Task to carry out — Pictures are not repeated. Every line from the beginning of the entries through the one with "border:15px solid #d22;" is restated exactly.

Data supplied below:

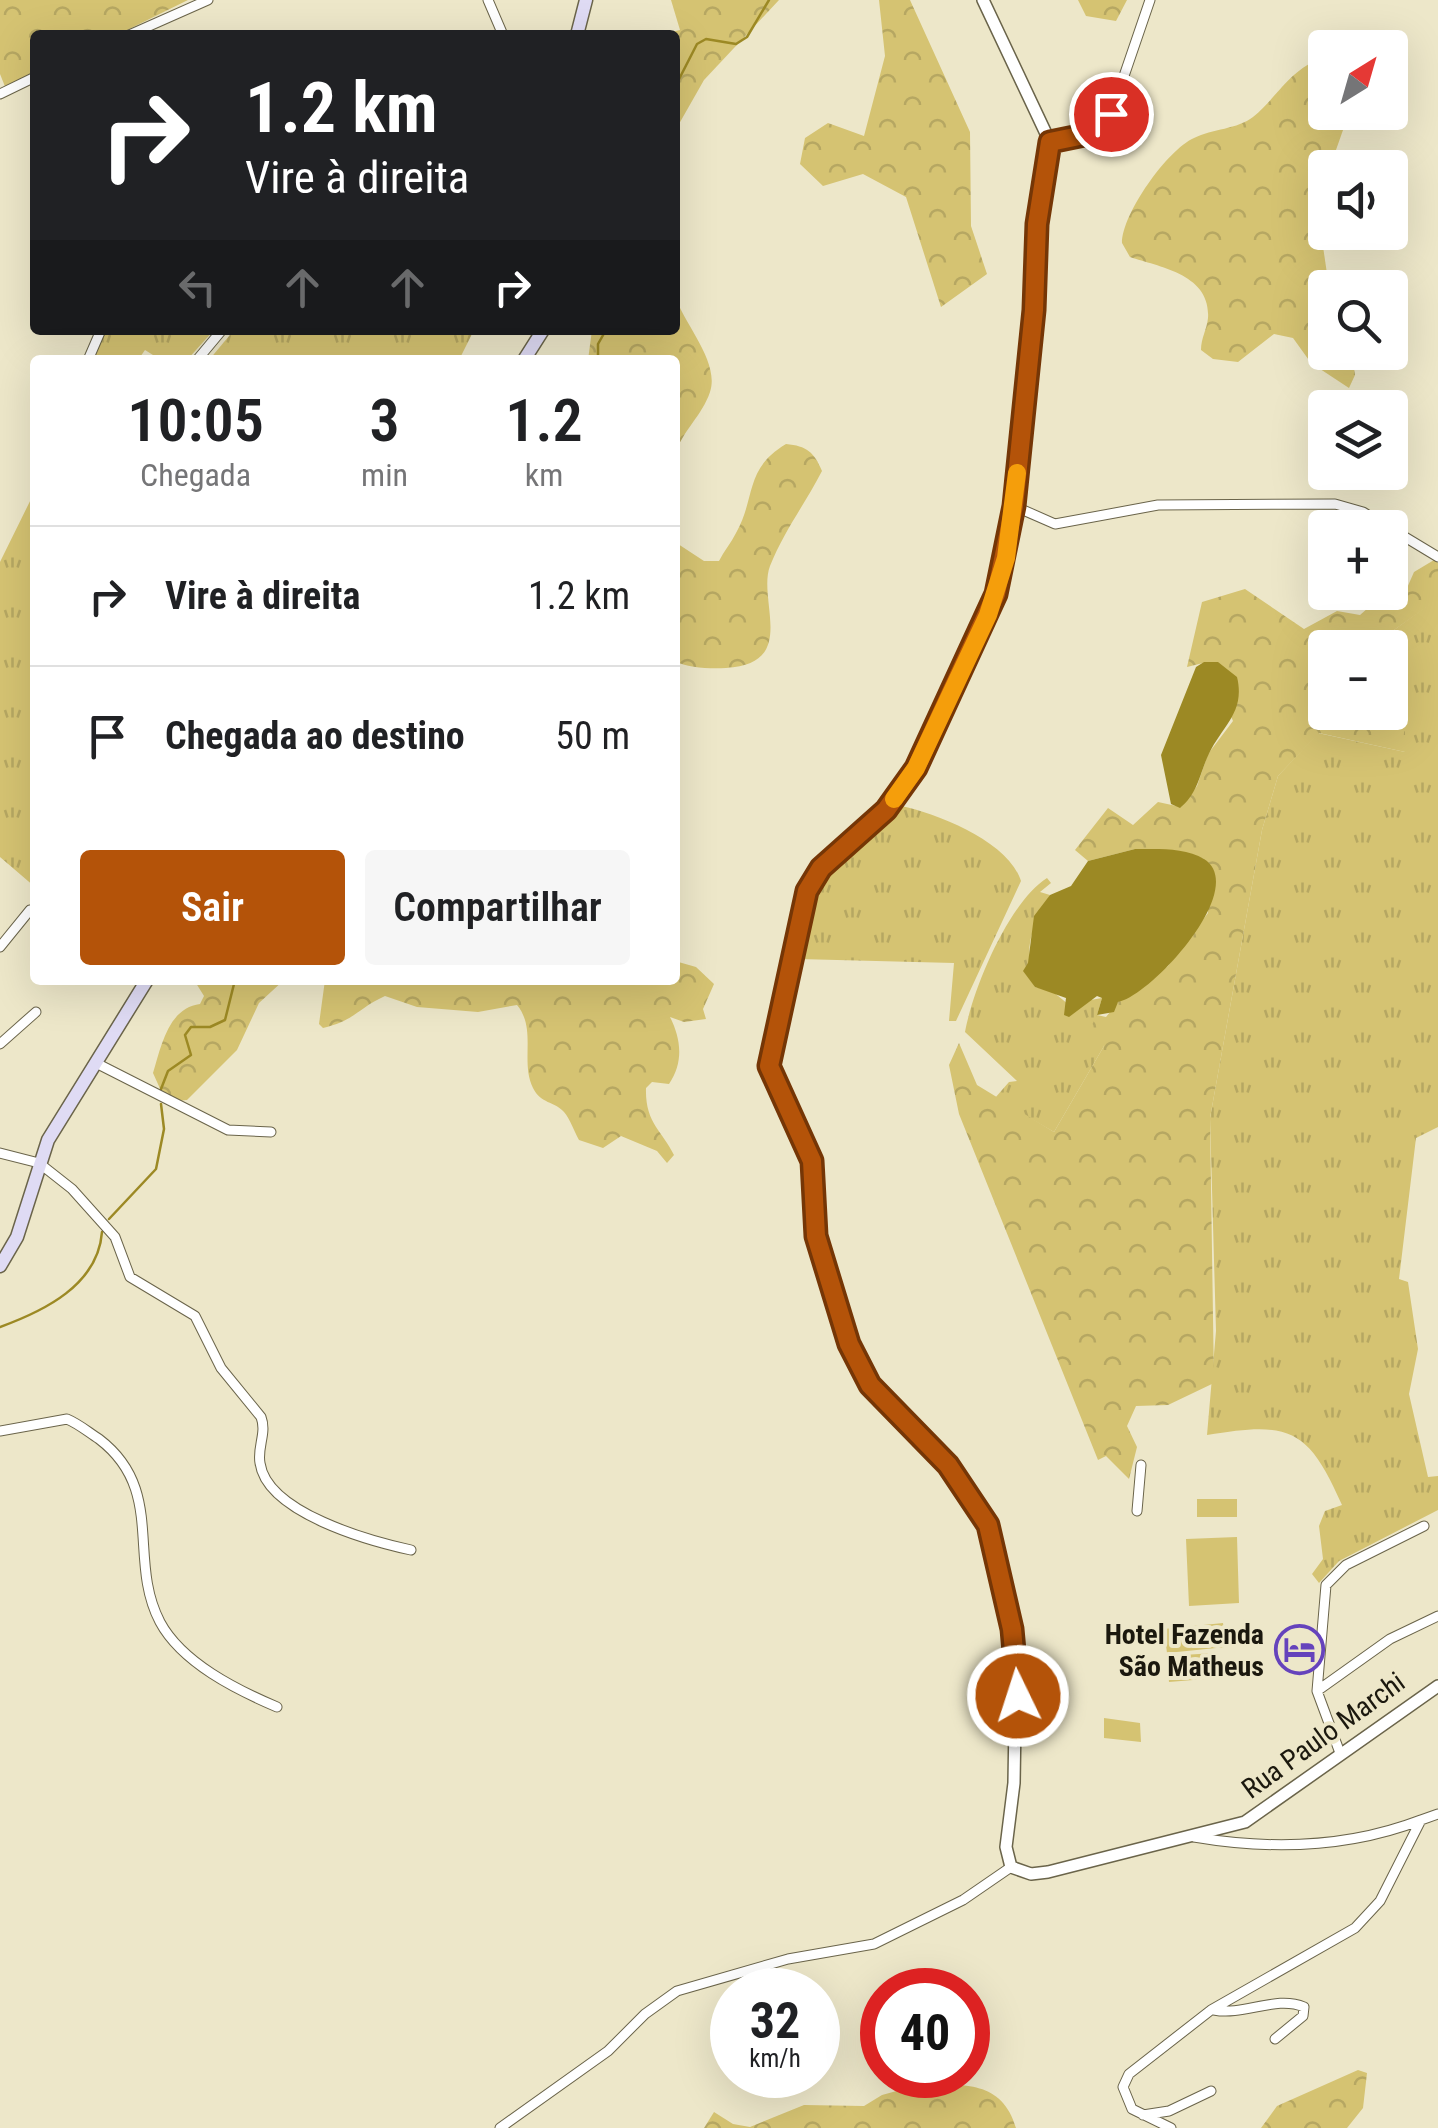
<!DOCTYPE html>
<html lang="pt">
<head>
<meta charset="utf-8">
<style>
	:root { --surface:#fff; --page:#f6f6f6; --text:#202124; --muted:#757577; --line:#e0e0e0; --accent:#b45309 }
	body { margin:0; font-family:"Roboto Condensed",sans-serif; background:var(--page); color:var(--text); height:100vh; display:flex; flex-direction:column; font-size:38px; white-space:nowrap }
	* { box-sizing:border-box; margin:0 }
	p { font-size:32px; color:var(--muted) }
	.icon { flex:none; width:55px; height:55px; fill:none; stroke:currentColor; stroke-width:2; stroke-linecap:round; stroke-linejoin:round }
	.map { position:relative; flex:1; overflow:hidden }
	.details { position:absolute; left:30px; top:355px; width:650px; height:630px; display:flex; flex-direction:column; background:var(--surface); border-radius:10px; box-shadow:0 10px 40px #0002 }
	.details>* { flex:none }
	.banner { position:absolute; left:30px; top:30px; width:650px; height:305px; border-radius:10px; box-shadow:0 10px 40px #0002; background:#202124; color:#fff; overflow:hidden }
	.needle { width:65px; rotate:37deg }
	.fabs { position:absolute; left:1308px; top:30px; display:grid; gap:20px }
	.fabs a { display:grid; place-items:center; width:100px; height:100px; border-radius:10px; background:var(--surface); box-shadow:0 10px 40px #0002; font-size:50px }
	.speed { position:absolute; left:710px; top:1968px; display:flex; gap:20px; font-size:50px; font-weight:700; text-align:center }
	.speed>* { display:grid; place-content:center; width:130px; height:130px; border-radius:50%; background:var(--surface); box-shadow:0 10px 40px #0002; line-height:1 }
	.speed small { font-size:25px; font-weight:400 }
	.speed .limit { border:15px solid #d22; background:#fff; color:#111 }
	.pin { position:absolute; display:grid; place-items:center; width:85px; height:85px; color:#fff; margin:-42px; border:5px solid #fff; border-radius:50%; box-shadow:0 2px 10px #0007 }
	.me { position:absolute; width:110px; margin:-55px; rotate:356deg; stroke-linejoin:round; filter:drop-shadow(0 0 8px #0008) }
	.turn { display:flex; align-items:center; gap:35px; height:210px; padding:0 50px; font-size:45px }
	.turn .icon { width:130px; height:130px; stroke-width:2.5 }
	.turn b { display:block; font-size:70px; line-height:85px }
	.lanes { display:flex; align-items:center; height:95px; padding:0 50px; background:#0003; justify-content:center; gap:50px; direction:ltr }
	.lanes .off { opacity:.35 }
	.eta { display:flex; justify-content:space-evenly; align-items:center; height:170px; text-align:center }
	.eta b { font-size:60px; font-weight:600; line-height:70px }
	.cta { display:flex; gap:20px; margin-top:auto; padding:20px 50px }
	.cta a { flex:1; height:115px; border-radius:10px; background:var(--accent); color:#fff; font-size:40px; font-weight:600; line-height:115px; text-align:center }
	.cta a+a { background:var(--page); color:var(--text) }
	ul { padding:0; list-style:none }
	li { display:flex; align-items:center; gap:30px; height:140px; padding:0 50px; border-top:2px solid var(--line) }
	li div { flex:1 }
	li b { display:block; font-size:38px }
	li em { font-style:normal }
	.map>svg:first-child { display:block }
	.grass { fill:url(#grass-tufts) }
	.forest { fill:url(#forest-crowns) }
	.pitch { fill:#d5c372 }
	.water { fill:#9c8924 }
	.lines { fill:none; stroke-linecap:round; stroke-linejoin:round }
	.stream { stroke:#9c8924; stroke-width:2.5 }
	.minor-casing { stroke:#6a644a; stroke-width:11 }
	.tertiary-casing { stroke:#6a644a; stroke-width:14 }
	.secondary-casing { stroke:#6a644a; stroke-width:15 }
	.minor { stroke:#fff; stroke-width:9 }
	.tertiary { stroke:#fff; stroke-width:11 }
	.secondary { stroke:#dfdbf4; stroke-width:12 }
	.route-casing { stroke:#753606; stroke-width:25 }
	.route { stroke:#b45309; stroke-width:18 }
	.slow { stroke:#f59e0b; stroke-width:18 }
	.labels { text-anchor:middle; stroke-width:8; stroke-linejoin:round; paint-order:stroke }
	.poi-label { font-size:28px; font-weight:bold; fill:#1b180e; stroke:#ede7c9; text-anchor:end }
	.street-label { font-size:28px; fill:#1b180e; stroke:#ede7c9 }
</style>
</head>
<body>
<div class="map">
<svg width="1438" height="2128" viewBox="0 0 1438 2128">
	<defs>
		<pattern id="grass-tufts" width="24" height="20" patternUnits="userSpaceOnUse" patternTransform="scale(2.5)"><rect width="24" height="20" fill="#d5c372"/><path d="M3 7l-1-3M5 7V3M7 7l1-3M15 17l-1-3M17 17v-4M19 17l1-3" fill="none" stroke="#b6a762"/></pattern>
		<pattern id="forest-crowns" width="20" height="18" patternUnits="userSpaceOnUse" patternTransform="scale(2.5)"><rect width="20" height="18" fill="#d5c372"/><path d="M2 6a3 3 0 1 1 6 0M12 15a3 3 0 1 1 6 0" fill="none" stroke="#b6a762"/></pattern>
	</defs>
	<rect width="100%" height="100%" fill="#ede7c9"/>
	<path class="grass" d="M 105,330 L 214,330 L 187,360 L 161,360 L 145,350 L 138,360 L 91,360 Z
		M 234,330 L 474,330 L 459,360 L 209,360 Z
		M 35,491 L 35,887 L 0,857 L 0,562 Z
		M 1438,598 L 1438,1127 L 1416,1138 L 1399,1279 L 1408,1282 L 1418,1349 L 1409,1394 L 1428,1477 L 1438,1476 L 1438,1510 L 1339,1561 L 1319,1583 L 1312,1574 L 1323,1559 L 1319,1526 L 1325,1511 L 1342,1505 C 1308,1428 1290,1421 1207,1435 L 1216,1331 L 1210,1118 L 1262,830 L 1278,776 L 1318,733 L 1405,752 L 1405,698 L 1390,682 L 1390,648 L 1383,647 L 1387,635 Z
		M 901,806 C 939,814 1009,842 1021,881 L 956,1021 L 949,1021 L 954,963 L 798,959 L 818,887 Z
		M 1047,878 L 1051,883 L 1040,892 L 1050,895 C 1031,931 1023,945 1035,987 L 1052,991 L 1068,1004 L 1102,998 L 1097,1015 L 1104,1046 L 1054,1132 L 995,1098 L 1009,1082 L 1017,1081 L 965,1032 C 973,988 1009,902 1047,878 Z"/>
	<path class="forest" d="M 0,0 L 188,0 L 117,35 L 35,35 L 35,72 L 6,89 L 0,74 Z
		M 671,0 L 779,0 L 704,80 L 675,131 L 675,35 L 663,34 L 680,30 Z
		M 879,0 L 910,0 L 970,132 L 971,226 L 987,274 L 941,307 L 906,197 L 863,174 L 823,186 L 800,164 L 805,138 L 828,123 L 864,136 L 885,56 Z
		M 1078,0 L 1127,0 L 1116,21 L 1086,16 Z
		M 1309,64 L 1325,65 L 1325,112 L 1349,113 L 1330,167 L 1325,168 L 1317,206 L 1329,287 L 1325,288 L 1325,352 L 1352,353 L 1355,375 L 1349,388 L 1311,363 L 1293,338 L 1274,334 L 1238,362 L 1213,359 L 1201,350 C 1201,338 1207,329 1208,318 C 1211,274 1159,267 1130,257 L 1122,243 C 1122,214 1167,150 1194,138 C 1212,129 1238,129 1253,117 C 1273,101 1285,78 1309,64 Z
		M 675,296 C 684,324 720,362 710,392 C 702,416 682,431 675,455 L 675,360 L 588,360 L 592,330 L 675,330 Z
		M 786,444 C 807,446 814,452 822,471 C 805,504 784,531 770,566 C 757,600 799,664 726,668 C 711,669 687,668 675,661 L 675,542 L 704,561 L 719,561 C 724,551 731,543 736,533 C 756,498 744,469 786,444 Z
		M 1434,560 L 1438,563 L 1438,599 L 1387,635 L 1383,647 L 1325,648 L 1325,712 L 1390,712 L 1390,682 L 1405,698 L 1405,752 L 1319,733 L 1278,776 L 1262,830 L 1210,1118 L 1214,1383 L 1168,1405 L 1136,1406 L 1127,1426 L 1137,1447 L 1129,1479 L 1106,1456 L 1098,1460 L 959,1114 L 949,1065 L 959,1043 L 977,1085 L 1054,1132 L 1104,1046 L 1088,1033 L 1097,1015 L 1106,1017 L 1118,1002 L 1168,966 L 1208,913 L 1204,859 L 1186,853 L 1135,849 L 1088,861 L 1075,850 L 1108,808 L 1133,825 L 1158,802 L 1181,807 L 1197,786 L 1208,754 L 1233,721 L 1207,662 L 1187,667 L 1202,602 L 1245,589 L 1304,629 L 1337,611 L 1360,615 L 1385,593 L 1407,588 L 1414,572 Z
		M 675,961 L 696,967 L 714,984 L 703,1009 L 706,1019 L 684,1022 L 670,1017 C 681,1039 684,1062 669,1084 L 652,1082 L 646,1088 C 645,1123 662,1130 674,1155 L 667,1163 L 657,1151 L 621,1136 L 603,1148 L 579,1140 C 574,1131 570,1119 564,1112 C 554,1101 541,1104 533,1088 C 520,1062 537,1029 517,1005 L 478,1012 L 417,1007 L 385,996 C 358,1008 356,1020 323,1028 L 319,1024 L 325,980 L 675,980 Z
		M 194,980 L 284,980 L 259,1003 L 237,1050 L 187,1100 L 177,1101 L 162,1093 L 153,1073 C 161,1047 168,1008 200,1004 L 204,996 Z
		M 1358,2070 L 1367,2073 L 1363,2108 L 1347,2128 L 1261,2128 L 1277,2106 Z
		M 922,2084 C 964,2085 1002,2080 1016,2128 L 704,2128 L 714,2112 L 733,2124 L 750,2127 L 804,2105 L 864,2106 L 882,2095 Z"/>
	<path class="pitch" d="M 1197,1499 L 1237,1499 L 1237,1517 L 1197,1517 Z
		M 1237,1537 L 1239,1603 L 1189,1606 L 1186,1539 Z
		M 1223,1623 L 1226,1647 L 1167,1653 L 1164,1629 Z
		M 1215,1653 L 1217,1678 L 1169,1682 L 1167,1656 Z
		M 1104,1718 L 1140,1723 L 1141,1742 L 1104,1738 Z"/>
	<path class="water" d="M 1204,662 L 1218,662 L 1237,677 C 1246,714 1220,727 1207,758 C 1199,777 1197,794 1180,808 L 1171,804 L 1161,755 L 1196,667 Z
		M 1135,849 C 1156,849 1185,847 1204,859 C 1250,888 1151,996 1118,1002 L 1114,1012 L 1097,1015 L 1102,998 L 1097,996 L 1069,1017 L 1064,1015 L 1066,998 L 1035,987 L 1023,971 L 1028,963 L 1034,916 L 1050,895 L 1071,886 L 1088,861 Z"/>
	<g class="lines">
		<path class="stream" d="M 675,87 L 697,44 L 706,39 L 736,44 L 747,37 L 769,0
			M 598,360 L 598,344 L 606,330
			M 161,1089 L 168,1071 L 191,1055 L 185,1035 L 191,1027 L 210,1027 L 225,1020 L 235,980
			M 109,1219 L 156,1169 L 164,1129 L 161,1104
			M 0,1327 C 44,1311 98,1285 102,1232"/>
		<defs>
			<path id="minor" d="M 488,0 L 503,35
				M 129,35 L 208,0
				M 0,94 L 35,77
				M 1050,142 L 1094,133 L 1111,114 L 1150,0
				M 88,360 L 101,330
				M 197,360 L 222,330
				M 1014,506 L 1055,524 L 1158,505 L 1335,504 L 1363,512 L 1389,528
				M 1390,528 L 1438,557
				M 0,947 L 30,910
				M 0,1044 L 36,1012
				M 98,1064 L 228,1130 L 271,1132
				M 0,1153 L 39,1163 L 72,1189 L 115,1237 L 130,1277 L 195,1316 L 221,1368 L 261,1417 C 267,1433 257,1447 260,1463 C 267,1513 370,1541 411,1550
				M 0,1431 L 67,1419 C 79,1424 88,1432 99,1439 C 166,1490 127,1559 160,1622 C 182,1663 237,1690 277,1707
				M 1137,1511 L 1141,1465
				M 1317,1691 L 1390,1639 L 1438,1616
				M 1340,1753 L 1317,1691 L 1326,1585 L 1346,1565 L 1424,1526
				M 1421,1820 L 1438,1814
				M 1214,2010 C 1244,2016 1276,1995 1304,2007 L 1303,2016 L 1275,2039
				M 1143,2115 L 1169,2111 L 1211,2091
				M 500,2128 L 608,2051 L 645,2014 L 677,1991 L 788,1959 L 874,1944 L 963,1900 L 1011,1867
				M 1171,2128 L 1132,2109 L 1123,2087 L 1129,2074 L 1211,2010 L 1355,1928 L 1380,1901 L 1421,1820 C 1348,1848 1270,1850 1194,1837"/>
			<path id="tertiary" d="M 983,0 L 1050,142 L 1040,195 L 1034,310 L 1006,558 L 988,615 L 917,768 L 886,809 L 821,868 L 807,891 L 769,1065 L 812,1161 L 816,1236 L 849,1344 L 870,1385 L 949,1465 L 988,1525 L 1003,1579 L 1016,1660 L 1014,1783 L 1006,1847 L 1011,1867 L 1031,1874 L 1048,1872 L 1245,1822 L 1438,1686"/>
			<path id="secondary" d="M 577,35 L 586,0
				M 524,360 L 543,330
				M 0,1266 L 17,1237 L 48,1140 L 147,980"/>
		</defs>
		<use href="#minor" class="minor-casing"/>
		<use href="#tertiary" class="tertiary-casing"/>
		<use href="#secondary" class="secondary-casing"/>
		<use href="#minor" class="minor"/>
		<use href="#tertiary" class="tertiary"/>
		<use href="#secondary" class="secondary"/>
	</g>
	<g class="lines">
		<defs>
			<path id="route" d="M 1018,1696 L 1012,1629 L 988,1525 L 948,1465 L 870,1385 L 849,1344 L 816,1236 L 812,1161 L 769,1066 L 807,891 L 821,868 L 886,810 L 916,768 L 996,594 L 1014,506 L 1034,310 L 1037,224 L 1050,142 L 1094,133 L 1111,114"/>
		</defs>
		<use href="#route" class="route-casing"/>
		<use href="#route" class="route"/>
		<path class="slow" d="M 894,799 L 916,768 L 988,615 L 1006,558 L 1017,473"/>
	</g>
	<defs>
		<symbol id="hotel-ring" viewBox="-11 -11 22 22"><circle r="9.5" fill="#ede7c9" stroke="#6543bc" stroke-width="1.5"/><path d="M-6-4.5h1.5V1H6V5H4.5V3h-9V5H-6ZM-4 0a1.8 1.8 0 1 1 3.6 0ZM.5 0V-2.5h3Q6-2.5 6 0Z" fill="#6543bc"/></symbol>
	</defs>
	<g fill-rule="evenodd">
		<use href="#hotel-ring" x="1272" y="1622" width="55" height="55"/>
	</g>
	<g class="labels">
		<g class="poi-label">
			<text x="1264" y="1644">Hotel Fazenda<tspan x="1264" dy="32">São Matheus</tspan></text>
		</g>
		<g class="street-label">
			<text transform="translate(1323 1735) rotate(-36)" y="10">Rua Paulo Marchi</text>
		</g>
	</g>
</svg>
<div class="fabs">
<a><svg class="needle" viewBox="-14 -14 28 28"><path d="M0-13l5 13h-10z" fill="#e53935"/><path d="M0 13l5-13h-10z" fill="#757577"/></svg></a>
<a><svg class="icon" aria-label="sound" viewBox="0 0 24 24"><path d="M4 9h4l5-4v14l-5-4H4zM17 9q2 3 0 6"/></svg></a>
<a><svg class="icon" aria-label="search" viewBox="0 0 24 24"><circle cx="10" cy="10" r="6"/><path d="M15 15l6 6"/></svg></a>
<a><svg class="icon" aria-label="layers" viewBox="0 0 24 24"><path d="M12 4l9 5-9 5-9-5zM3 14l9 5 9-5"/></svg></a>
<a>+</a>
<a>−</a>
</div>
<div class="speed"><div>32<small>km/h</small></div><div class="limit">40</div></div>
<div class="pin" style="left:1111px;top:114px;background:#d93025"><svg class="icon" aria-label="arrive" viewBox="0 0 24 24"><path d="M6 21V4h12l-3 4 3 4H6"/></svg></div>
<svg class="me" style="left:1018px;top:1696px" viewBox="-20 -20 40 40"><circle r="17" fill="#b45309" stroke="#fff" stroke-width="3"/><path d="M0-11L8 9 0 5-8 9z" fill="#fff"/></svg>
<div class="banner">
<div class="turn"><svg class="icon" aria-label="right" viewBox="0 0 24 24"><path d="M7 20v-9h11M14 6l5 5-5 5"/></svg><div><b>1.2 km</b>Vire à direita</div></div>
<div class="lanes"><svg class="icon off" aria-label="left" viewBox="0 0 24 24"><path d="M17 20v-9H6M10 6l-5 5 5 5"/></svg><svg class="icon off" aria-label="ahead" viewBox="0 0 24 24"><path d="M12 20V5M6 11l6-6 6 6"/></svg><svg class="icon off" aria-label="ahead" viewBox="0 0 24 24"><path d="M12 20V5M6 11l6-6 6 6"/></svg><svg class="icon" aria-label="right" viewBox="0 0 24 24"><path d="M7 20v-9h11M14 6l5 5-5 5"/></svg></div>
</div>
<section class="details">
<div class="eta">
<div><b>10:05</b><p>Chegada</p></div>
<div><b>3</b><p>min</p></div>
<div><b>1.2</b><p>km</p></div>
</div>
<ul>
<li><svg class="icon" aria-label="right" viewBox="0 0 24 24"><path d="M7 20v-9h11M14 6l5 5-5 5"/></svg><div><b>Vire à direita</b></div><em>1.2 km</em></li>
<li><svg class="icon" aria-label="arrive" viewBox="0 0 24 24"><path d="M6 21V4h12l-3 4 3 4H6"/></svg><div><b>Chegada ao destino</b></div><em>50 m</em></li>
</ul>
<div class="cta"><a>Sair</a><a>Compartilhar</a></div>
</section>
</div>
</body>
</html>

End of Data supplied.

Response for this exercise —
<!DOCTYPE html>
<html lang="pt">
<head>
<meta charset="utf-8">
<style>
	:root { --surface:#fff; --page:#f6f6f6; --text:#202124; --muted:#757577; --line:#e0e0e0; --accent:#b45309 }
	body { margin:0; font-family:"Roboto Condensed",sans-serif; background:var(--page); color:var(--text); height:100vh; display:flex; flex-direction:column; font-size:38px; white-space:nowrap }
	* { box-sizing:border-box; margin:0 }
	p { font-size:32px; color:var(--muted) }
	.icon { flex:none; width:55px; height:55px; fill:none; stroke:currentColor; stroke-width:2; stroke-linecap:round; stroke-linejoin:round }
	.map { position:relative; flex:1; overflow:hidden }
	.details { position:absolute; left:30px; top:355px; width:650px; height:630px; display:flex; flex-direction:column; background:var(--surface); border-radius:10px; box-shadow:0 10px 40px #0002 }
	.details>* { flex:none }
	.banner { position:absolute; left:30px; top:30px; width:650px; height:305px; border-radius:10px; box-shadow:0 10px 40px #0002; background:#202124; color:#fff; overflow:hidden }
	.needle { width:65px; rotate:37deg }
	.fabs { position:absolute; left:1308px; top:30px; display:grid; gap:20px }
	.fabs a { display:grid; place-items:center; width:100px; height:100px; border-radius:10px; background:var(--surface); box-shadow:0 10px 40px #0002; font-size:50px }
	.speed { position:absolute; left:710px; top:1968px; display:flex; gap:20px; font-size:50px; font-weight:700; text-align:center }
	.speed>* { display:grid; place-content:center; width:130px; height:130px; border-radius:50%; background:var(--surface); box-shadow:0 10px 40px #0002; line-height:1 }
	.speed small { font-size:25px; font-weight:400 }
	.speed .limit { border:15px solid #d22; background:#fff; color:#111 }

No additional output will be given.